The lines are blurring between cloud computing and networking
Given the fundamental and essential role quality network infrastructure plays for cloud services, the debate regarding cloud-network convergence to fully harvest the capabilities of cloud and network is resurfacing. However, cloud-network convergence is evolving toward a more integrated architecture approach: one cloud, one network, and integrated service capabilities. Not surprisingly, Open RAN and multi-cloud environments were big topics at MWC22. The integrated approach will make it easier for enterprise customers to migrate to the cloud, migrate between clouds, sell cloud services, manage cloud services, and optimize cloud services. Carriers can take on the role of cloud-network solution providers. To succeed as providers of intelligent cloud-network infrastructure, carriers must speed up product and service delivery, rethink the distribution model, and refine self-service portals for customers. Cross-divisional collaboration internally and with systems integrators, software firms, and professional services firms, as well as an embrace of open innovation, will help carriers develop a more agile and experimentative culture.
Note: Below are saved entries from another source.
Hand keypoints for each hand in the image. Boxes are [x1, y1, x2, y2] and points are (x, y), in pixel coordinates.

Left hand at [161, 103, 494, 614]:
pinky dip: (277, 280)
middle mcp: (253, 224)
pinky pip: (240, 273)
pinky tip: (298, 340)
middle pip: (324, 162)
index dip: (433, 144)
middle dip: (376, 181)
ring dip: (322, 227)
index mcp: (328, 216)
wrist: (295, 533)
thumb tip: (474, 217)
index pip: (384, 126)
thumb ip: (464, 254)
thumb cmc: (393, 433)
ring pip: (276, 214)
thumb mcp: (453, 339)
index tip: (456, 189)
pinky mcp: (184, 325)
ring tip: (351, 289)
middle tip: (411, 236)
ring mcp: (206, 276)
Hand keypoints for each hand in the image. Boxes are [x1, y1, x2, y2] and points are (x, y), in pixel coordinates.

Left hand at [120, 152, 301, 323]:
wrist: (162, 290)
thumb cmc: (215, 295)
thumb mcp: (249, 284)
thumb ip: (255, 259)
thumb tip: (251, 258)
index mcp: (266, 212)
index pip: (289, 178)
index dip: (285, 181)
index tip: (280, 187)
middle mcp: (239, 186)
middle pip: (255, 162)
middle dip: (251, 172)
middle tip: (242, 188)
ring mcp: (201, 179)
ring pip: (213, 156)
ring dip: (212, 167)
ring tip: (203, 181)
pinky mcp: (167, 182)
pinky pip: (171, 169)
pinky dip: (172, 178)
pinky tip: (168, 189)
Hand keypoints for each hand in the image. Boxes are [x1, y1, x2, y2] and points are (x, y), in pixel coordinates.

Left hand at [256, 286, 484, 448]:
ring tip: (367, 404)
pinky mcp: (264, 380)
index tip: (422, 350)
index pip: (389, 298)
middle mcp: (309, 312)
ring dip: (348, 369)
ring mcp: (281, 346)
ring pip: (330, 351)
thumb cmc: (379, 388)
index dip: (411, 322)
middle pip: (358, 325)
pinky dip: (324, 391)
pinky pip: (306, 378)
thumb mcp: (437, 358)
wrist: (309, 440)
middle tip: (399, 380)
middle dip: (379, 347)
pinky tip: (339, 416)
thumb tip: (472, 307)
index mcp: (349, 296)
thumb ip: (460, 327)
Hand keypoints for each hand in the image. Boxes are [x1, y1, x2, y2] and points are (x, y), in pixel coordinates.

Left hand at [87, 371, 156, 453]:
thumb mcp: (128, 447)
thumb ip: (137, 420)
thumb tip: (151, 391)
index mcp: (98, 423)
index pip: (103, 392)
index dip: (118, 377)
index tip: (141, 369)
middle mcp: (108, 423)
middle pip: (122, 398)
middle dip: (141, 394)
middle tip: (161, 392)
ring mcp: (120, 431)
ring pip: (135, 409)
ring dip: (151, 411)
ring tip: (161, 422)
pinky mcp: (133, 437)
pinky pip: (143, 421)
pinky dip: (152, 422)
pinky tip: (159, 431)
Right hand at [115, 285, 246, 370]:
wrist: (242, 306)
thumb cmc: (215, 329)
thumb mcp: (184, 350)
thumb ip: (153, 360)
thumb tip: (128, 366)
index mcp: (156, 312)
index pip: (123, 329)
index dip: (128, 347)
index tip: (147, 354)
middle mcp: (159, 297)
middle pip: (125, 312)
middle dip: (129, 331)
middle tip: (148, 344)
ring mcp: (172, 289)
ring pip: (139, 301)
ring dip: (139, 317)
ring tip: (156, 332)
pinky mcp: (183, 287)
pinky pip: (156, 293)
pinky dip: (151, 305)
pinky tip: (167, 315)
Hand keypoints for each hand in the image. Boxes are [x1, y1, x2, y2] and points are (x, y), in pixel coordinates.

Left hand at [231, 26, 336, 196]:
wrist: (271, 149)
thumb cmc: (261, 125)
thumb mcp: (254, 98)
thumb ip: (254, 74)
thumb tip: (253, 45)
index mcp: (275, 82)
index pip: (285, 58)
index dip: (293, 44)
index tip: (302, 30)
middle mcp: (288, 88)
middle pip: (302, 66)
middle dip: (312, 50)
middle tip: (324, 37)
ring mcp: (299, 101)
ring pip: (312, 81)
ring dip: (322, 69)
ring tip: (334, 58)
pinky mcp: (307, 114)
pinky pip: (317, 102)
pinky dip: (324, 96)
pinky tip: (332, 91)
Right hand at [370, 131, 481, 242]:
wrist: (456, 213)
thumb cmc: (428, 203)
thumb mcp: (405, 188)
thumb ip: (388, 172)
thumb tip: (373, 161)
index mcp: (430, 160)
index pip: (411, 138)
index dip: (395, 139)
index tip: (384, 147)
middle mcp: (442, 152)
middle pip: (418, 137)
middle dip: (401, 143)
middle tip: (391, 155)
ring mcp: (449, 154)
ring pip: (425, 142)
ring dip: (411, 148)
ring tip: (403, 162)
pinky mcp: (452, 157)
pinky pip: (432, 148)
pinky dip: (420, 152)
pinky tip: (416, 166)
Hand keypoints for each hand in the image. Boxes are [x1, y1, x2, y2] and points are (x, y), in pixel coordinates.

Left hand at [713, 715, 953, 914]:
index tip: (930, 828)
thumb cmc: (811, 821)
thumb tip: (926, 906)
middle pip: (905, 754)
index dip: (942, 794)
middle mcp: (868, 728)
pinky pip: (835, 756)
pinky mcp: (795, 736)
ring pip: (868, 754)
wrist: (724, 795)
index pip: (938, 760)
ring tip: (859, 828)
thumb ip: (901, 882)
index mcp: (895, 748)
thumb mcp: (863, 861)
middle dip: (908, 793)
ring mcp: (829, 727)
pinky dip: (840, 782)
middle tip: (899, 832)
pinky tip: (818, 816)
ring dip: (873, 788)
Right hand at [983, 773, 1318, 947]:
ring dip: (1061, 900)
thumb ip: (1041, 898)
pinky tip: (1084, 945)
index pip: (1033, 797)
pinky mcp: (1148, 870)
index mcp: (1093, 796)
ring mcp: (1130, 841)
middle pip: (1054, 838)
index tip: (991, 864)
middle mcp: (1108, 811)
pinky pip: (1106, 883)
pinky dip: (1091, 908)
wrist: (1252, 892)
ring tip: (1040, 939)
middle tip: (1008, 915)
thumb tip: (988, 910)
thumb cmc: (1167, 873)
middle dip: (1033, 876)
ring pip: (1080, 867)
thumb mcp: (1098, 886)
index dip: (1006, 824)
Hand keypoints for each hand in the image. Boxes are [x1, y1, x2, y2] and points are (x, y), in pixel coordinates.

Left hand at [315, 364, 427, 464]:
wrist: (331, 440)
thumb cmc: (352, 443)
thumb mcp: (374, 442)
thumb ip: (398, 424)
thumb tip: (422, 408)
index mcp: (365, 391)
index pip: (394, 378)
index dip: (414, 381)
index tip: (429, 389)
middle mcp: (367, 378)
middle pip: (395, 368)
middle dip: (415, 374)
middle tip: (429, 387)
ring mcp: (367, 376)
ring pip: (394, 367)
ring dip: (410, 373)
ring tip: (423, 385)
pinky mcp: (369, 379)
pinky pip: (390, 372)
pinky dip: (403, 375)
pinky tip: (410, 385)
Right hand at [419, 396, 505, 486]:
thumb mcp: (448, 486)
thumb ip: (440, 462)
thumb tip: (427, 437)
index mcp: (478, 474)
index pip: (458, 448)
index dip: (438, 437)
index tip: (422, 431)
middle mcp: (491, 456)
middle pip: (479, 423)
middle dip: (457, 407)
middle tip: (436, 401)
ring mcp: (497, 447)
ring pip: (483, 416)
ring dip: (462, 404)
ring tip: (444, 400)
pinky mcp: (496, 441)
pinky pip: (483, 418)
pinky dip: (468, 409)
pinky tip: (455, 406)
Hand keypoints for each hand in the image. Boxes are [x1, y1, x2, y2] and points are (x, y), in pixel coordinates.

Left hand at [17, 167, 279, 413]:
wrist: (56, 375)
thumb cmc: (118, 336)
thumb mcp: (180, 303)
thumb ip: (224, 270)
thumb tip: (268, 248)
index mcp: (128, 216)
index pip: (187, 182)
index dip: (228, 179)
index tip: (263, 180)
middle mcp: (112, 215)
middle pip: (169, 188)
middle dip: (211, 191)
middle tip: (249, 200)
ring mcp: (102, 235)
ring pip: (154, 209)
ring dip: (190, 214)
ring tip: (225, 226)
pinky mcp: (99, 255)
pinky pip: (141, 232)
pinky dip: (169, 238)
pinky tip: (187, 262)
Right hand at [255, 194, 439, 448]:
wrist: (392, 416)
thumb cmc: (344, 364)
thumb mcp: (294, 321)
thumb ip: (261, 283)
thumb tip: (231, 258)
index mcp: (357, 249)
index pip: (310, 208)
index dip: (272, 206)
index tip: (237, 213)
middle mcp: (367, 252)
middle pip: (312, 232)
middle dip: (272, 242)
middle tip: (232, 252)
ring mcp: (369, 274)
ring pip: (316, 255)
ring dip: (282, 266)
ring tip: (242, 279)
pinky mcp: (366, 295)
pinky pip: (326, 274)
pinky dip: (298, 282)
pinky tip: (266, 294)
The future of work requires a quality network infrastructure
Hybrid working is the new norm for office working. Discussions at MWC22 also underlined that a more integrated workforce is key for delivering better customer and employee experiences through closer integration between the office and frontline workers. Speakers emphasized the need for quality connectivity and security to support video- and augmented reality (AR)/VR-based training and selling to attract talent with flexible working environments. Several sessions at MWC22 underlined the opportunities that better broadband connectivity enables for expanding the role of frontline workers. For instance, field service support is growing into a broader service and sales role. Customers often place more trust in field service personnel than traditional sales managers. Tools like AR and VR can help frontline workers deliver better customer experiences. Hence, the quality of network connectivity and collaboration and knowledge management between frontline and office workers plays a significant role in shifting from “product support” to a “service mindset.”
Overall, MWC22 struck a constructive tone. There was much less glamour, and fewer hyped device releases than pre-pandemic events. Inevitably, there was some talk regarding 6G. But overall, the mood was one of getting things done with what is possible and available today. People were clearly happy to meet in person again to carry on the discussions that they had had virtually for over two years. MWC22 made it clear that physical events beat online sessions anytime.